== Problem to work on ==
Out of the entries that follow, copy each line containing "down".
(Recorded data begins)
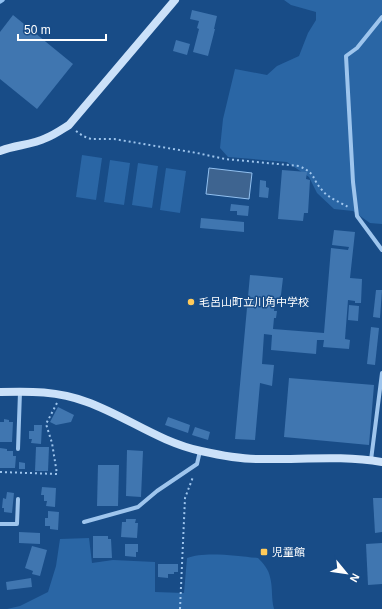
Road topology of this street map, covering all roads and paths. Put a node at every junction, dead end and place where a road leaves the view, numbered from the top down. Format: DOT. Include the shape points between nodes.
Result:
graph roads {
  1 [pos="174,0"];
  2 [pos="382,18"];
  3 [pos="69,125"];
  4 [pos="0,151"];
  5 [pos="356,211"];
  6 [pos="382,250"];
  7 [pos="382,373"];
  8 [pos="0,392"];
  9 [pos="20,392"];
  10 [pos="61,394"];
  11 [pos="18,449"];
  12 [pos="200,451"];
  13 [pos="371,460"];
  14 [pos="382,462"];
  15 [pos="197,464"];
  16 [pos="0,472"];
  17 [pos="18,499"];
  18 [pos="84,522"];
  19 [pos="0,524"];
  20 [pos="180,609"];
  1 -- 3 [label="street"];
  2 -- 5 [label="street" via="357,48 346,56"];
  3 -- 4 [label="street" via="47,138"];
  3 -- 5 [label="path" via="91,139 114,139 225,159 299,166 314,175 321,190 326,194"];
  5 -- 6 [label="street" via="356,216"];
  7 -- 13 [label="street"];
  8 -- 9 [label="street"];
  9 -- 10 [label="street"];
  9 -- 11 [label="street"];
  10 -- 12 [label="street" via="102,408 172,443"];
  10 -- 16 [label="path" via="46,424 57,474"];
  12 -- 13 [label="street" via="256,459"];
  12 -- 15 [label="street"];
  13 -- 14 [label="street"];
  15 -- 18 [label="street" via="138,507"];
  15 -- 20 [label="path" via="186,498"];
  17 -- 19 [label="street" via="17,524"];
}
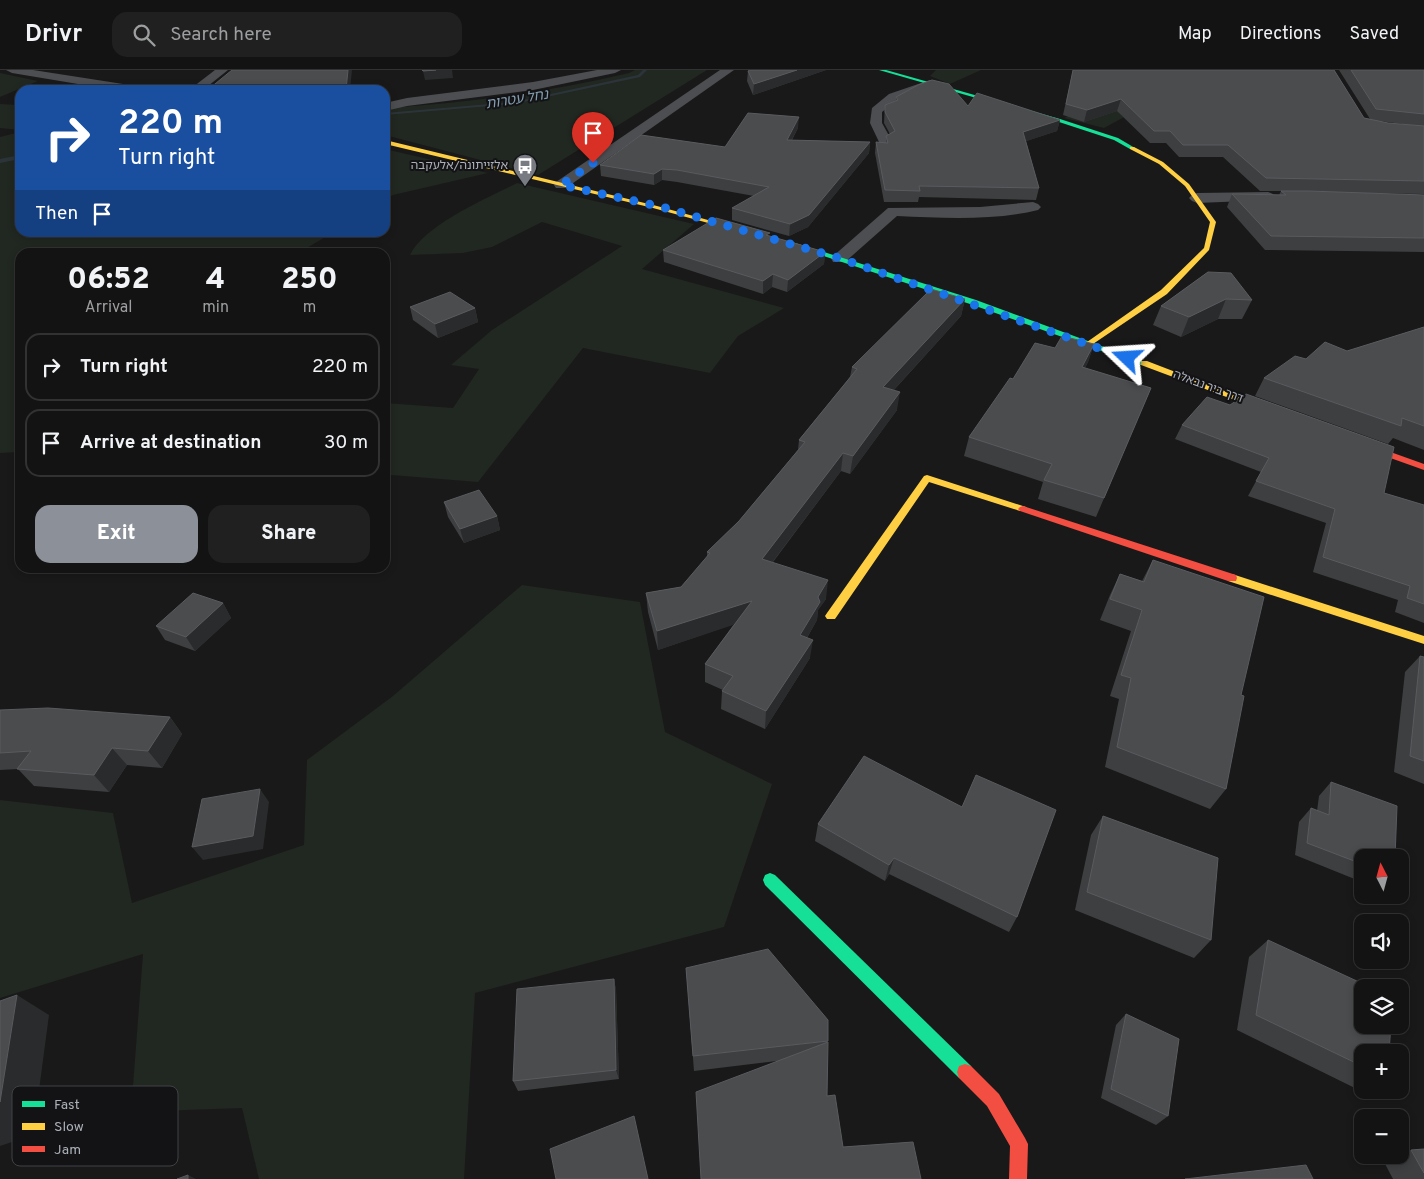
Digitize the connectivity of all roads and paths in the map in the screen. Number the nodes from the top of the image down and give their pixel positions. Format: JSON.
{"nodes":[{"id":1,"x":12,"y":70,"type":"edge"},
{"id":2,"x":222,"y":70,"type":"edge"},
{"id":3,"x":615,"y":70,"type":"edge"},
{"id":4,"x":728,"y":70,"type":"edge"},
{"id":5,"x":882,"y":70,"type":"edge"},
{"id":6,"x":930,"y":84,"type":"junction"},
{"id":7,"x":105,"y":85,"type":"edge"},
{"id":8,"x":202,"y":85,"type":"edge"},
{"id":9,"x":390,"y":106,"type":"edge"},
{"id":10,"x":885,"y":141,"type":"edge"},
{"id":11,"x":390,"y":143,"type":"edge"},
{"id":12,"x":561,"y":185,"type":"junction"},
{"id":13,"x":1283,"y":197,"type":"edge"},
{"id":14,"x":1197,"y":198,"type":"junction"},
{"id":15,"x":1033,"y":207,"type":"dead end"},
{"id":16,"x":755,"y":234,"type":"edge"},
{"id":17,"x":774,"y":239,"type":"edge"},
{"id":18,"x":839,"y":258,"type":"junction"},
{"id":19,"x":1090,"y":344,"type":"junction"},
{"id":20,"x":1285,"y":416,"type":"edge"},
{"id":21,"x":1350,"y":440,"type":"edge"},
{"id":22,"x":1424,"y":468,"type":"edge"},
{"id":23,"x":831,"y":616,"type":"dead end"},
{"id":24,"x":1424,"y":640,"type":"edge"},
{"id":25,"x":770,"y":880,"type":"dead end"},
{"id":26,"x":1018,"y":1179,"type":"edge"}],
"edges":[{"from":1,"to":7,"type":"street"},
{"from":2,"to":8,"type":"street"},
{"from":3,"to":9,"type":"street"},
{"from":4,"to":12,"type":"street"},
{"from":5,"to":6,"type":"street"},
{"from":6,"to":10,"type":"street"},
{"from":6,"to":14,"type":"street"},
{"from":11,"to":12,"type":"street"},
{"from":12,"to":16,"type":"street"},
{"from":13,"to":14,"type":"street"},
{"from":14,"to":19,"type":"street"},
{"from":15,"to":18,"type":"street"},
{"from":17,"to":18,"type":"street","name":"דרך ביר נבאלה"},
{"from":18,"to":19,"type":"street","name":"דרך ביר נבאלה"},
{"from":19,"to":20,"type":"street","name":"דרך ביר נבאלה"},
{"from":21,"to":22,"type":"street"},
{"from":23,"to":24,"type":"street"},
{"from":25,"to":26,"type":"street"}]}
(Recorded data ends)
== Exercise response ==
Road topology of this street map, covering all roads and paths. Put a node at every junction, dead end and place where a road leaves the view, numbered from the top down. Format: DOT. Include the shape points between nodes.
Digitize the connectivity of all roads and paths in the map in the screen. Number the nodes from the top of the image down and give their pixel positions. Format: JSON.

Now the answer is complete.